I had to get down to the graph to realize they're talking about SVM, not deep learning.
This could be pretty cool. Training a SVM has usually been "load ALL the data and go", and sequential implementations are almost non-existent. Even if this was 1x or 0.5x speed and didn't require the entire dataset at once it's a big win.
there's still a ton of usage for classical learning algorithms. I'd be a very happy camper if we could speed SVMs up by a magnitude
Indeed, for relatively "simple" models, SVM can get very, very close to deep learning accuracy for classification, with only a fraction of the computing time needed.
A product from an IBM consultant is about as related to a product from IBM Watson as is a product from Microsoft being related to a product from Apple.

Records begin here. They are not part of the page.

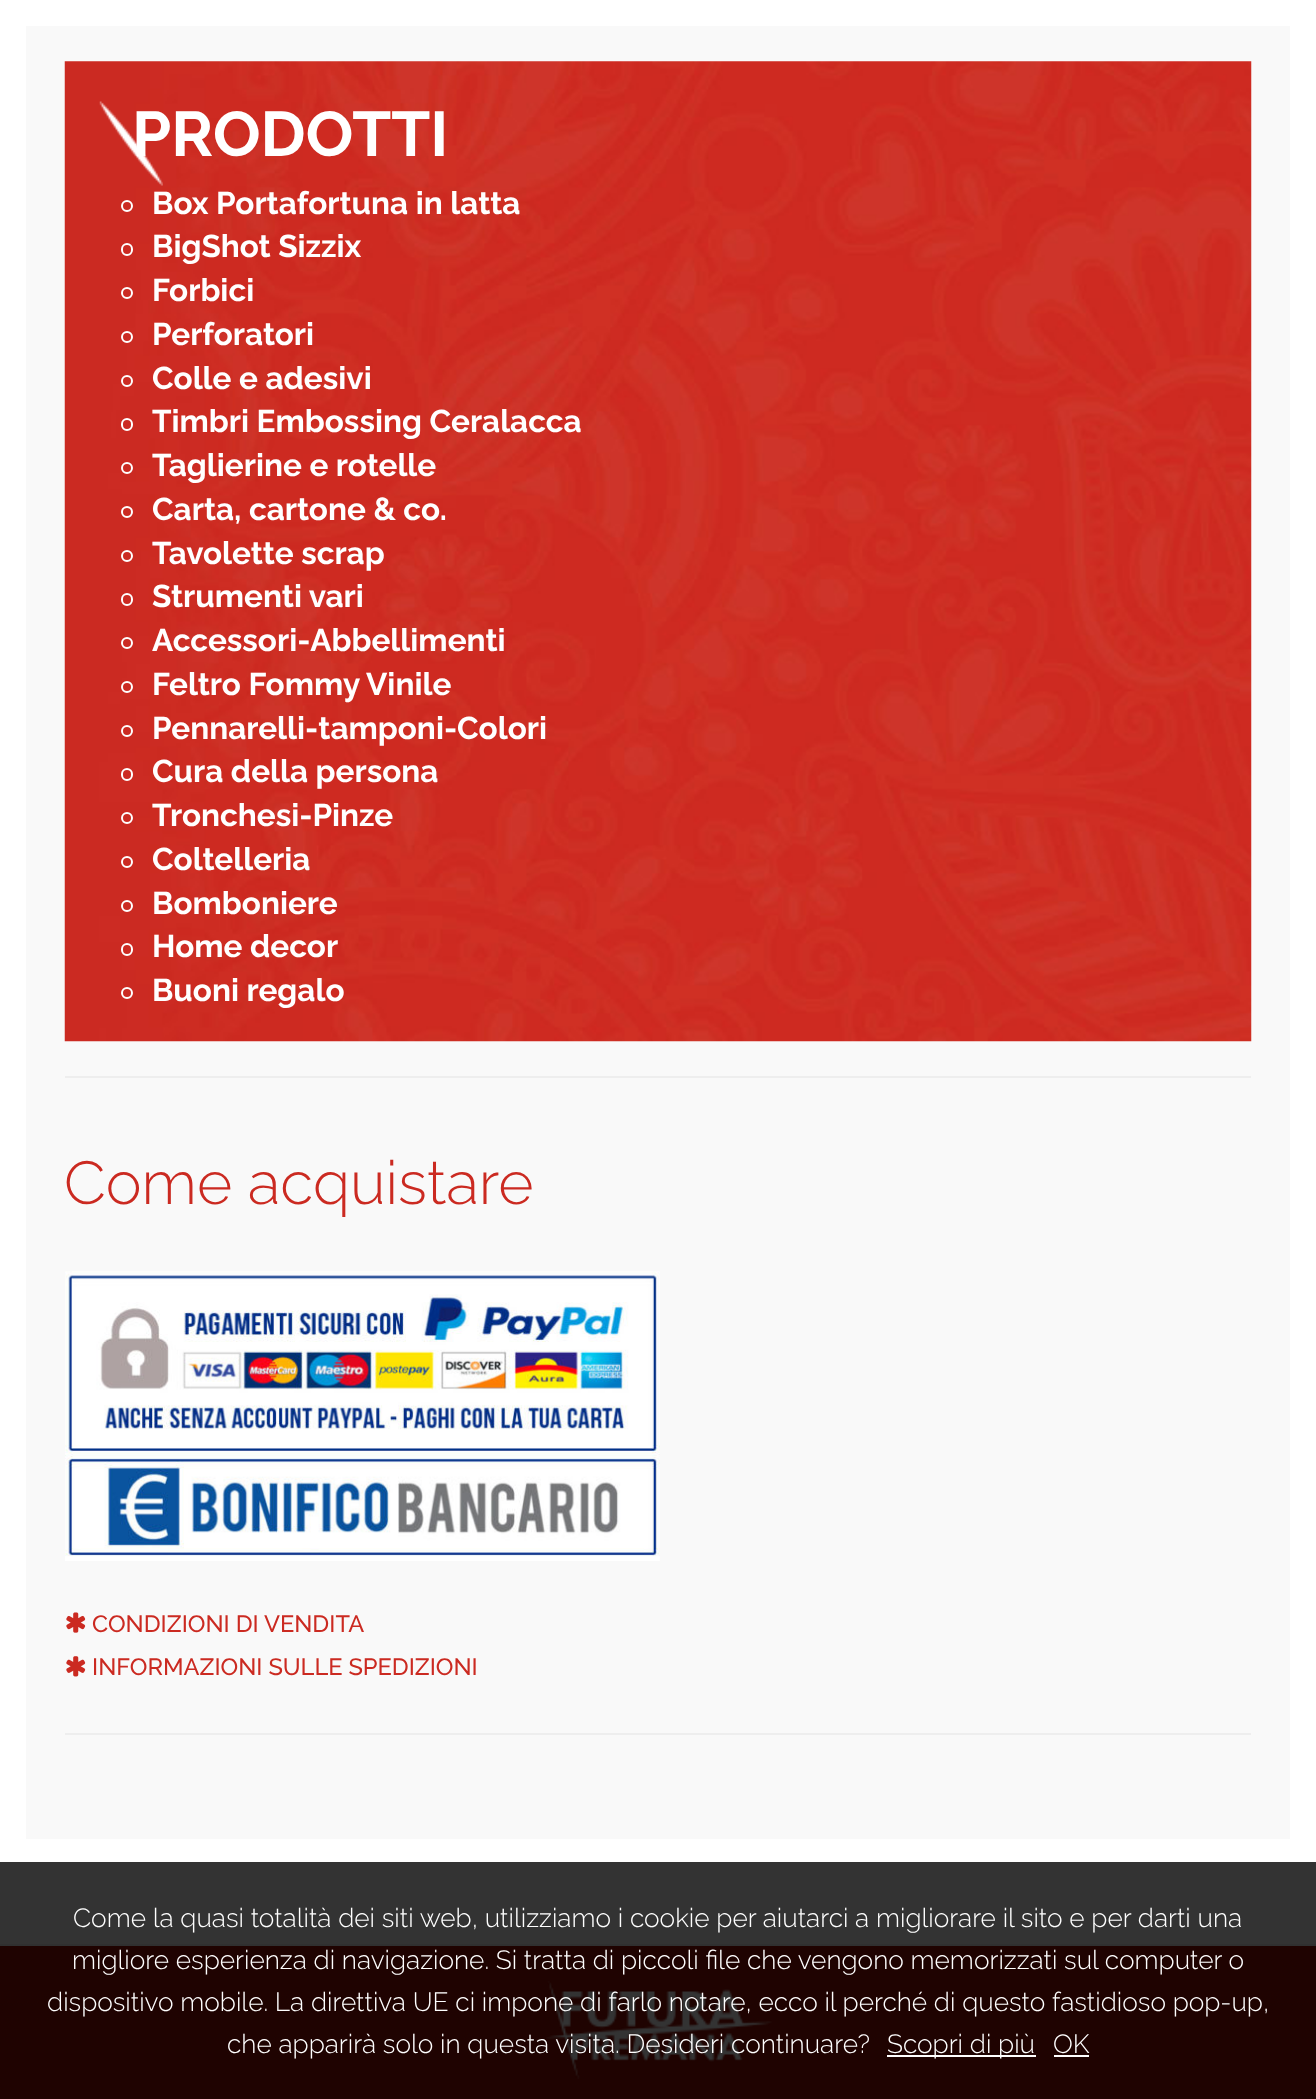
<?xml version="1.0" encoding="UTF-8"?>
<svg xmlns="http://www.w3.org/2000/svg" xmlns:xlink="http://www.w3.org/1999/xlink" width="1316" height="2099">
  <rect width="100%" height="100%" fill="#ffffff" />
  <rect y="1862" width="1316" height="82" fill="#333333" />
  <rect x="26" y="26" width="1264" height="1813" fill="#f9f9f9" />
  <image x="64" y="61" width="1188" height="981" xlink:href="image1.png" />
  <image x="99" y="101" width="64" height="85" xlink:href="image2.png" />
  <circle cx="127" cy="206" r="5" fill="none" stroke="#ffffff" stroke-width="2" />
  <rect x="122" y="244" width="10" height="11" rx="5" fill="none" stroke="#ffffff" stroke-width="2" />
  <circle cx="127" cy="293" r="5" fill="none" stroke="#ffffff" stroke-width="2" />
  <circle cx="127" cy="337" r="5" fill="none" stroke="#ffffff" stroke-width="2" />
  <circle cx="127" cy="381" r="5" fill="none" stroke="#ffffff" stroke-width="2" />
  <rect x="122" y="419" width="10" height="11" rx="5" fill="none" stroke="#ffffff" stroke-width="2" />
  <circle cx="127" cy="468" r="5" fill="none" stroke="#ffffff" stroke-width="2" />
  <circle cx="127" cy="512" r="5" fill="none" stroke="#ffffff" stroke-width="2" />
  <circle cx="127" cy="556" r="5" fill="none" stroke="#ffffff" stroke-width="2" />
  <rect x="122" y="594" width="10" height="11" rx="5" fill="none" stroke="#ffffff" stroke-width="2" />
  <circle cx="127" cy="643" r="5" fill="none" stroke="#ffffff" stroke-width="2" />
  <circle cx="127" cy="687" r="5" fill="none" stroke="#ffffff" stroke-width="2" />
  <circle cx="127" cy="731" r="5" fill="none" stroke="#ffffff" stroke-width="2" />
  <rect x="122" y="769" width="10" height="11" rx="5" fill="none" stroke="#ffffff" stroke-width="2" />
  <circle cx="127" cy="818" r="5" fill="none" stroke="#ffffff" stroke-width="2" />
  <circle cx="127" cy="862" r="5" fill="none" stroke="#ffffff" stroke-width="2" />
  <circle cx="127" cy="906" r="5" fill="none" stroke="#ffffff" stroke-width="2" />
  <rect x="122" y="944" width="10" height="11" rx="5" fill="none" stroke="#ffffff" stroke-width="2" />
  <circle cx="127" cy="993" r="5" fill="none" stroke="#ffffff" stroke-width="2" />
  <rect x="65" y="1076" width="1186" height="2" fill="#eeeeee" />
  <rect x="65" y="1733" width="1186" height="2" fill="#eeeeee" />
  <image x="65" y="1271" width="595" height="290" xlink:href="image3.png" />
  <image x="66" y="1612" width="20" height="21" xlink:href="image4.png" />
  <image x="66" y="1656" width="20" height="21" xlink:href="image5.png" />
  <rect y="1946" width="1316" height="153" fill="#1f0301" />
  <rect y="1944" width="1316" height="2" fill="#303030" />
  <image x="546" y="1981" width="226" height="98" xlink:href="image6.png" />
  <rect x="887" y="2055" width="149" height="2" fill="#ffffff" />
  <rect x="1054" y="2055" width="35" height="2" fill="#ffffff" />
  <text x="132" y="156" style="font-family: Raleway; font-size: 63px; font-weight: bold; fill: #ffffff">PRODOTTI</text>
  <text x="152" y="214" style="font-family: Raleway; font-size: 31.5px; font-weight: bold; fill: #ffffff">Box Portafortuna in latta</text>
  <text x="152" y="257" style="font-family: Raleway; font-size: 31.5px; font-weight: bold; fill: #ffffff">BigShot Sizzix</text>
  <text x="152" y="301" style="font-family: Raleway; font-size: 31.5px; font-weight: bold; fill: #ffffff">Forbici</text>
  <text x="152" y="345" style="font-family: Raleway; font-size: 31.5px; font-weight: bold; fill: #ffffff">Perforatori</text>
  <text x="152" y="389" style="font-family: Raleway; font-size: 31.5px; font-weight: bold; fill: #ffffff">Colle e adesivi</text>
  <text x="152" y="432" style="font-family: Raleway; font-size: 31.5px; font-weight: bold; fill: #ffffff">Timbri Embossing Ceralacca</text>
  <text x="152" y="476" style="font-family: Raleway; font-size: 31.5px; font-weight: bold; fill: #ffffff">Taglierine e rotelle</text>
  <text x="152" y="520" style="font-family: Raleway; font-size: 31.5px; font-weight: bold; fill: #ffffff">Carta, cartone &amp; co.</text>
  <text x="152" y="564" style="font-family: Raleway; font-size: 31.5px; font-weight: bold; fill: #ffffff">Tavolette scrap</text>
  <text x="152" y="607" style="font-family: Raleway; font-size: 31.5px; font-weight: bold; fill: #ffffff">Strumenti vari</text>
  <text x="152" y="651" style="font-family: Raleway; font-size: 31.5px; font-weight: bold; fill: #ffffff">Accessori-Abbellimenti</text>
  <text x="152" y="695" style="font-family: Raleway; font-size: 31.5px; font-weight: bold; fill: #ffffff">Feltro Fommy Vinile</text>
  <text x="152" y="739" style="font-family: Raleway; font-size: 31.5px; font-weight: bold; fill: #ffffff">Pennarelli-tamponi-Colori</text>
  <text x="152" y="782" style="font-family: Raleway; font-size: 31.5px; font-weight: bold; fill: #ffffff">Cura della persona</text>
  <text x="152" y="826" style="font-family: Raleway; font-size: 31.5px; font-weight: bold; fill: #ffffff">Tronchesi-Pinze</text>
  <text x="152" y="870" style="font-family: Raleway; font-size: 31.5px; font-weight: bold; fill: #ffffff">Coltelleria</text>
  <text x="152" y="914" style="font-family: Raleway; font-size: 31.5px; font-weight: bold; fill: #ffffff">Bomboniere</text>
  <text x="152" y="957" style="font-family: Raleway; font-size: 31.5px; font-weight: bold; fill: #ffffff">Home decor</text>
  <text x="152" y="1001" style="font-family: Raleway; font-size: 31.5px; font-weight: bold; fill: #ffffff">Buoni regalo</text>
  <text x="64" y="1204" style="font-family: Raleway; font-size: 60.5px; font-weight: 300; fill: #cb2a21">Come acquistare</text>
  <text x="92" y="1632" style="font-family: Raleway; font-size: 23.6px; font-weight: 500; fill: #cb2a21">CONDIZIONI DI VENDITA</text>
  <text x="92" y="1675" style="font-family: Raleway; font-size: 23.6px; font-weight: 500; fill: #cb2a21">INFORMAZIONI SULLE SPEDIZIONI</text>
  <text x="73" y="1927" style="font-family: Raleway; font-size: 26.25px; font-weight: 300; fill: #ffffff">Come la quasi totalità dei siti web, utilizziamo i cookie per aiutarci a migliorare il sito e per darti una</text>
  <text x="72" y="1969" style="font-family: Raleway; font-size: 26.25px; font-weight: 300; fill: #ffffff">migliore esperienza di navigazione. Si tratta di piccoli file che vengono memorizzati sul computer o</text>
  <text x="47" y="2011" style="font-family: Raleway; font-size: 26.25px; font-weight: 300; fill: #ffffff">dispositivo mobile. La direttiva UE ci impone di farlo notare, ecco il perché di questo fastidioso pop-up,</text>
  <text x="227" y="2053" style="font-family: Raleway; font-size: 26.25px; font-weight: 300; fill: #ffffff">che apparirà solo in questa visita. Desideri continuare?</text>
  <text x="887" y="2053" style="font-family: Raleway; font-size: 26.25px; font-weight: 300; fill: #ffffff">Scopri di più</text>
  <text x="1053" y="2053" style="font-family: Raleway; font-size: 26.25px; font-weight: 300; fill: #ffffff">OK</text>
</svg>
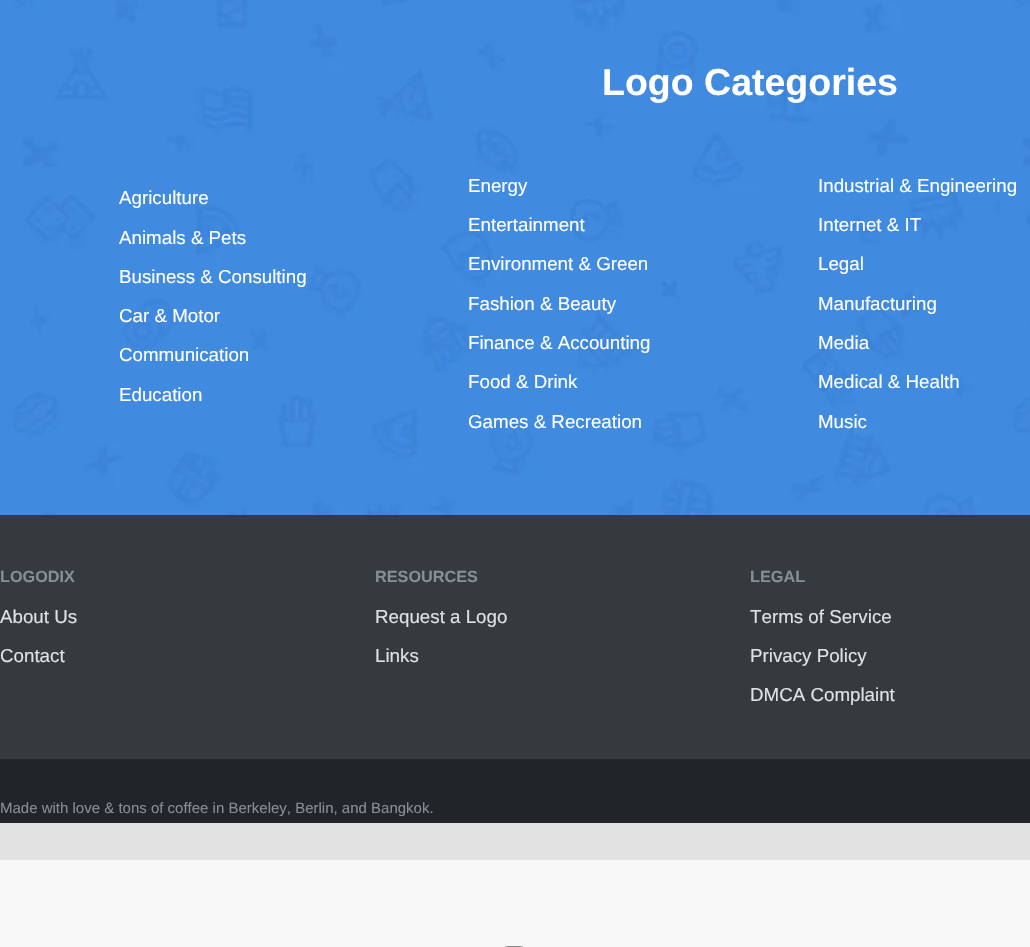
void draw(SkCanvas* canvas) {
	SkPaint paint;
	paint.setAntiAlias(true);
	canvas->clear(0xfff8f8f8);
	paint.setColor(0xff408bdf);
	canvas->drawRect(SkRect::MakeXYWH(0, 0, 1030, 515), paint);
	canvas->drawImageRect(SkImages::DeferredFromEncodedData(SkData::MakeFromFileName("img1.png")), SkRect::MakeXYWH(13, 0, 1017, 515), SkSamplingOptions());
	SkFont f1(fontMgr->matchFamilyStyle("Liberation Sans", SkFontStyle::Bold()), 37.5);
	f1.setSubpixel(true);
	paint.setColor(0xffffffff);
	canvas->drawString("Logo Categories", 602, 95, f1, paint);
	SkFont f2(fontMgr->matchFamilyStyle("Liberation Sans", SkFontStyle::Normal()), 18.75);
	f2.setSubpixel(true);
	canvas->drawString("Energy", 468, 192, f2, paint);
	canvas->drawString("Industrial & Engineering", 818, 192, f2, paint);
	canvas->drawString("Agriculture", 119, 204, f2, paint);
	canvas->drawString("Entertainment", 468, 231, f2, paint);
	canvas->drawString("Internet & IT", 818, 231, f2, paint);
	canvas->drawString("Animals & Pets", 119, 244, f2, paint);
	canvas->drawString("Environment & Green", 468, 270, f2, paint);
	canvas->drawString("Legal", 818, 270, f2, paint);
	canvas->drawString("Business & Consulting", 119, 283, f2, paint);
	canvas->drawString("Fashion & Beauty", 468, 310, f2, paint);
	canvas->drawString("Manufacturing", 818, 310, f2, paint);
	canvas->drawString("Car & Motor", 119, 322, f2, paint);
	canvas->drawString("Finance & Accounting", 468, 349, f2, paint);
	canvas->drawString("Media", 818, 349, f2, paint);
	canvas->drawString("Communication", 119, 361, f2, paint);
	canvas->drawString("Food & Drink", 468, 388, f2, paint);
	canvas->drawString("Medical & Health", 818, 388, f2, paint);
	canvas->drawString("Education", 119, 401, f2, paint);
	canvas->drawString("Games & Recreation", 468, 428, f2, paint);
	canvas->drawString("Music", 818, 428, f2, paint);
	paint.setColor(0xff353a3f);
	canvas->drawRect(SkRect::MakeXYWH(0, 515, 1030, 244), paint);
	SkFont f3(fontMgr->matchFamilyStyle("Liberation Sans", SkFontStyle::Bold()), 16.25);
	f3.setSubpixel(true);
	paint.setColor(0xff868e96);
	canvas->drawString("LOGODIX", 0, 582, f3, paint);
	paint.setColor(0xffdee2e6);
	canvas->drawString("About Us", 0, 623, f2, paint);
	canvas->drawString("Contact", 0, 662, f2, paint);
	paint.setColor(0xff868e96);
	canvas->drawString("RESOURCES", 375, 582, f3, paint);
	paint.setColor(0xffdee2e6);
	canvas->drawString("Request a Logo", 375, 623, f2, paint);
	canvas->drawString("Links", 375, 662, f2, paint);
	paint.setColor(0xff868e96);
	canvas->drawString("LEGAL", 750, 582, f3, paint);
	paint.setColor(0xffdee2e6);
	canvas->drawString("Terms of Service", 750, 623, f2, paint);
	canvas->drawString("Privacy Policy", 750, 662, f2, paint);
	canvas->drawString("DMCA Complaint", 750, 701, f2, paint);
	paint.setColor(0xff212428);
	canvas->drawRect(SkRect::MakeXYWH(0, 759, 1030, 64), paint);
	paint.setColor(0xffe2e2e2);
	canvas->drawRect(SkRect::MakeXYWH(0, 823, 1030, 37), paint);
	SkFont f4(fontMgr->matchFamilyStyle("Liberation Sans", SkFontStyle::Normal()), 15);
	f4.setSubpixel(true);
	paint.setColor(0xff868e96);
	canvas->drawString("Made with love & tons of coffee in Berkeley, Berlin, and Bangkok.", 0, 813, f4, paint);
	paint.setStroke(true);
	paint.setStrokeWidth(1);
	paint.setColor(0xff888888);
	canvas->drawRoundRect(SkRect::MakeXYWH(500.5, 946.5, 27, 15), 13.5, 13.5, paint);
}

Sure they might have some divisions that do better, but I have yet to see them.
Ultimately, it seems like IBM has managed to make a generalized gather/scatter operation over large datasets in this particular task. Yes, this is an "old problem", but at the same time, its the kind of "Engineering advancement" that definitely deserves talk. Any engineer who cares about performance will want to know about memory optimization techniques.
As CPUs (and GPUs! And Tensors, and FPGAs, and whatever other accelerators come out) get faster and faster, the memory-layout problem becomes more and more important. CPUs / GPUs / etc. etc. are all getting way faster than RAM, and RAM simply isn't keeping up anymore.
A methodology to "properly" access memory sequentially has broad applicability at EVERY level of the CPU or GPU cache.
From Main Memory to L3, L3 to L2, L2 to L1. The only place this "serialization" method won't apply is in register space.
The "machine learning" buzzword is getting annoying IMO, but there's likely a very useful thing to talk about here. I for one am excited to see the full talk.
It does seem specific to machine learning / Tensors. But that's still cool. I'll have to sit down and grok the paper more carefully to fully understand what they're doing.
I wonder if there is a similar lower-bound which can be constructed for non convex problems which retain enough properties for this method to be useful?
If only! In fact it's a struggle to utilize a GPU to its full potential because the communication bottleneck makes it infeasible. Compute is fast but data can't get there fast enough.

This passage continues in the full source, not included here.